**What is required:** Write out the entries below exactly as they stand. Skip every image.

(Stored data entries)
------------------------------------------------------------------------

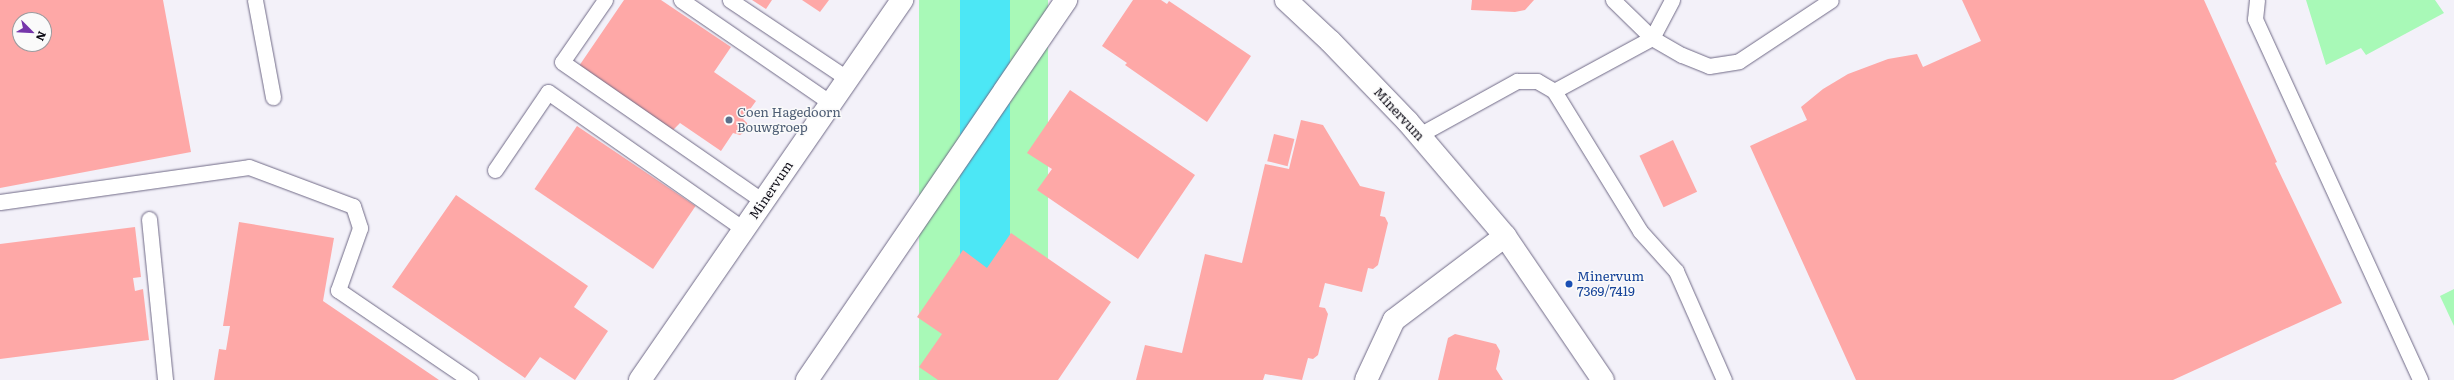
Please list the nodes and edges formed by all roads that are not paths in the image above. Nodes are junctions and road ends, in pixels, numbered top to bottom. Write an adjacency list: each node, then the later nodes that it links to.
1 (255, 0): 15 (lane)
2 (605, 0): 19 (lane)
3 (682, 0): 16 (lane)
4 (730, 0): 13 (lane)
5 (902, 0): 13 (street, Minervum)
6 (1066, 0): 27 (street)
7 (1286, 0): 17 (street, Minervum)
8 (1613, 0): 12 (lane)
9 (1672, 0): 12 (lane)
10 (1832, 0): 12 (lane)
11 (2257, 0): 31 (lane)
12 (1652, 38): 14 (lane)
13 (848, 79): 16 (street, Minervum)
14 (1554, 91): 17 (lane); 30 (lane)
15 (274, 97)
16 (830, 103): 19 (street, Minervum)
17 (1419, 135): 23 (street, Minervum)
18 (495, 170): 22 (lane)
19 (763, 201): 22 (street, Minervum)
20 (0, 202): 25 (lane)
21 (149, 219): 24 (lane)
22 (744, 229): 26 (street, Minervum)
23 (1505, 236): 28 (street); 29 (street, Minervum)
24 (165, 380)
25 (470, 380)
26 (640, 380)
27 (807, 380)
28 (1366, 380)
29 (1603, 380)
30 (1724, 380)
31 (2420, 380)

------------------------------------------------------------------------

**Written reply:**
Please list the nodes and edges formed by all roads that are not paths in the image above. Nodes are junctions and road ends, in pixels, numbered top to bottom. Write an adjacency list: each node, then the later nodes that it links to.
1 (255, 0): 15 (lane)
2 (605, 0): 19 (lane)
3 (682, 0): 16 (lane)
4 (730, 0): 13 (lane)
5 (902, 0): 13 (street, Minervum)
6 (1066, 0): 27 (street)
7 (1286, 0): 17 (street, Minervum)
8 (1613, 0): 12 (lane)
9 (1672, 0): 12 (lane)
10 (1832, 0): 12 (lane)
11 (2257, 0): 31 (lane)
12 (1652, 38): 14 (lane)
13 (848, 79): 16 (street, Minervum)
14 (1554, 91): 17 (lane); 30 (lane)
15 (274, 97)
16 (830, 103): 19 (street, Minervum)
17 (1419, 135): 23 (street, Minervum)
18 (495, 170): 22 (lane)
19 (763, 201): 22 (street, Minervum)
20 (0, 202): 25 (lane)
21 (149, 219): 24 (lane)
22 (744, 229): 26 (street, Minervum)
23 (1505, 236): 28 (street); 29 (street, Minervum)
24 (165, 380)
25 (470, 380)
26 (640, 380)
27 (807, 380)
28 (1366, 380)
29 (1603, 380)
30 (1724, 380)
31 (2420, 380)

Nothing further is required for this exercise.